Gonad-inhibiting hormone (GIH) belongs to a family of neuropeptides that are released from the eyestalks of male crustaceans and plays key roles in gonadal maturity, reproduction, and molting. However, the detailed mechanisms underlying the effects of GIH on sexual regulation have yet to be elucidated. In the present study, we aimed to demonstrate how GIH mediate the activity of the androgenic gland (AG) to affect sexual regulation. To do this, we cloned and characterized a GIH sequence from Macrobrachium rosenbergii (MrGIH). The open reading frame (ORF) of MrGIH was 360 bp and codes for a polypeptide of 119 amino acids and a putative protein of 13.56 KDa. Tissue analysis showed that MrGIH is widely expressed in a range of tissues but particularly, the eyestalk, intestine, and nerve cord. Following the dsRNA silencing of MrGIH for 24 h, the expression levels of MrGIH were down-regulated in both the eyestalk and AG when compared with the negative control, but significantly increased the expression of Macrobrachium rosenbergii insulin-like androgenic gland hormone-binding protein (MrIAGBP) in AG, thus suggesting that MrGIH is an inhibitory factor for MrIAGBP. In addition, we found that eyestalk removal on certain days led to increased expression levels of MrIAGBP expression.

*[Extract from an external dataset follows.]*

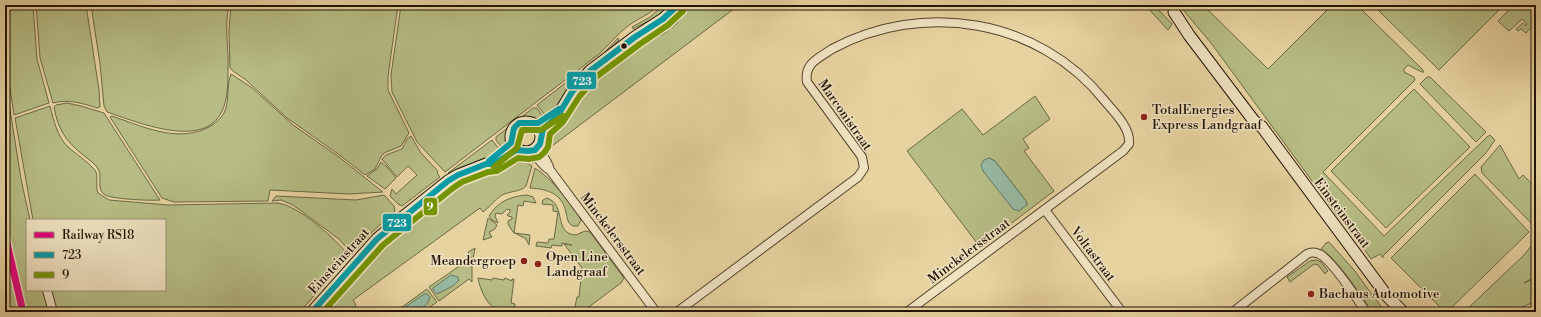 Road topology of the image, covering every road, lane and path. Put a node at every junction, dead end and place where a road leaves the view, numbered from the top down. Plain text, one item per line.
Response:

The expression levels of MrIAGBP peaked at 2 d in the AG after unilateral and bilateral eyestalk ablation, exhibiting a 7.27- and 6.03-fold increase, respectively. Afterward, the expression of GIH protein levels were down-regulated and IAGBP protein levels were up-regulated after GIH silencing using immunohistochemistry method, combined with the increase of IAGBP protein levels after eyestalk ablation, confirming that MrGIH is an inhibitory factor that can moderately regulate AG development and IAGBP expression. Collectively, our findings enriched the mechanisms that control the sexual regulation pathway of male M. rosenbergii, and provided significant information for further explorations of the mechanism underlying sex regulation in other decapod crustaceans.